TASK: Copy each line of the data that has "Right" in it.

-*-*-

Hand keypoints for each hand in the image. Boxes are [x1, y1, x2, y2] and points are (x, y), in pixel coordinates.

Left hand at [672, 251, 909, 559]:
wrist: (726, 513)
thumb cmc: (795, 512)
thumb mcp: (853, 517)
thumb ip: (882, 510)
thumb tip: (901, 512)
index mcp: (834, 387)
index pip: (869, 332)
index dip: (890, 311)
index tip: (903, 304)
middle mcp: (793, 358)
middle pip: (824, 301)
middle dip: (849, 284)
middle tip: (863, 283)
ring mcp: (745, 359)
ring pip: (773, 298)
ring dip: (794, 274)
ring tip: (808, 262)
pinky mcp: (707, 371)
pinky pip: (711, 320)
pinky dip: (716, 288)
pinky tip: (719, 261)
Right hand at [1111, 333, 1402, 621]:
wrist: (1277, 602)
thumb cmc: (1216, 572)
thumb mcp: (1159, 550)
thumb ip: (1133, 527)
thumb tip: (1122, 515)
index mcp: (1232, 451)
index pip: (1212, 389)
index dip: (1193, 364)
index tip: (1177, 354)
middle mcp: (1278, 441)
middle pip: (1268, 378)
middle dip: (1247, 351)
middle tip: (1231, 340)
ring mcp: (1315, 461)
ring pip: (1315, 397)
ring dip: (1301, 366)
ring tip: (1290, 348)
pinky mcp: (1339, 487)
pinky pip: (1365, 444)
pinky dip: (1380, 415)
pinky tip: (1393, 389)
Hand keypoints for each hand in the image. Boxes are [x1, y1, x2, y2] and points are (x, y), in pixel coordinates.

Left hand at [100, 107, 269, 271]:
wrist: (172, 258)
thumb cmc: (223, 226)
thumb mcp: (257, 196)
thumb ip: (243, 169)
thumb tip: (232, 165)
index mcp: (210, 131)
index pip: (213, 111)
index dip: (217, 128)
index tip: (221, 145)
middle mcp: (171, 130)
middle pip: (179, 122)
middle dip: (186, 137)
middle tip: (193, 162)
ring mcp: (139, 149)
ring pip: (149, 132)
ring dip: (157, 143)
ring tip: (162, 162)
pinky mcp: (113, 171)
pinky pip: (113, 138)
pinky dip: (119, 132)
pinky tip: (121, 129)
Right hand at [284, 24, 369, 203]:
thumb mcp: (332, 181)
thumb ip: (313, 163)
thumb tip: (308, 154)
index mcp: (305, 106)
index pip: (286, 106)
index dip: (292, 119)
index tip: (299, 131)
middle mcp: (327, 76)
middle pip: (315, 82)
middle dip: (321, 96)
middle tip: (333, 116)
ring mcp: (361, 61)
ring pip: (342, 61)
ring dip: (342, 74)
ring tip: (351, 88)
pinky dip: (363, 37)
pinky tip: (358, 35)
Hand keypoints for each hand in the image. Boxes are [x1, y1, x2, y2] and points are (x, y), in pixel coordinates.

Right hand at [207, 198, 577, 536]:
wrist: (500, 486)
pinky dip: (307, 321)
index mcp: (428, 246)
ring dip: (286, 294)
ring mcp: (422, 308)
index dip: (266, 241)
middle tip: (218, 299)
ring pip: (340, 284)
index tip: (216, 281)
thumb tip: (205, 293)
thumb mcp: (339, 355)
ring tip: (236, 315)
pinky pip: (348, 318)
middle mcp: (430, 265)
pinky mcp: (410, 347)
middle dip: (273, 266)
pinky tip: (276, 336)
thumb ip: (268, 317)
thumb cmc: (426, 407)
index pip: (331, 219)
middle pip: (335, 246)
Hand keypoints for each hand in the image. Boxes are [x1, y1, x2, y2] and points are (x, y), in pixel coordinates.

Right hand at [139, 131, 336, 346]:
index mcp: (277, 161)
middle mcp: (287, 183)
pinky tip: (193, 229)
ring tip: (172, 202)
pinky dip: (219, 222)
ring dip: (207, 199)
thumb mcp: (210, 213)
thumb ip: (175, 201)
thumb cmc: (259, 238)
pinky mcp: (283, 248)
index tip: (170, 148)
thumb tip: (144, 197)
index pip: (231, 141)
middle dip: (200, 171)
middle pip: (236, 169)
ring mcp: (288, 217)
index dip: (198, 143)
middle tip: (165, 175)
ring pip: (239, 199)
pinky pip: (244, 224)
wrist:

-*-*-

WRITTEN SOLUTION:
Right hand at [1111, 333, 1402, 621]:
Right hand at [284, 24, 369, 203]:
Right hand at [207, 198, 577, 536]:
Right hand at [139, 131, 336, 346]:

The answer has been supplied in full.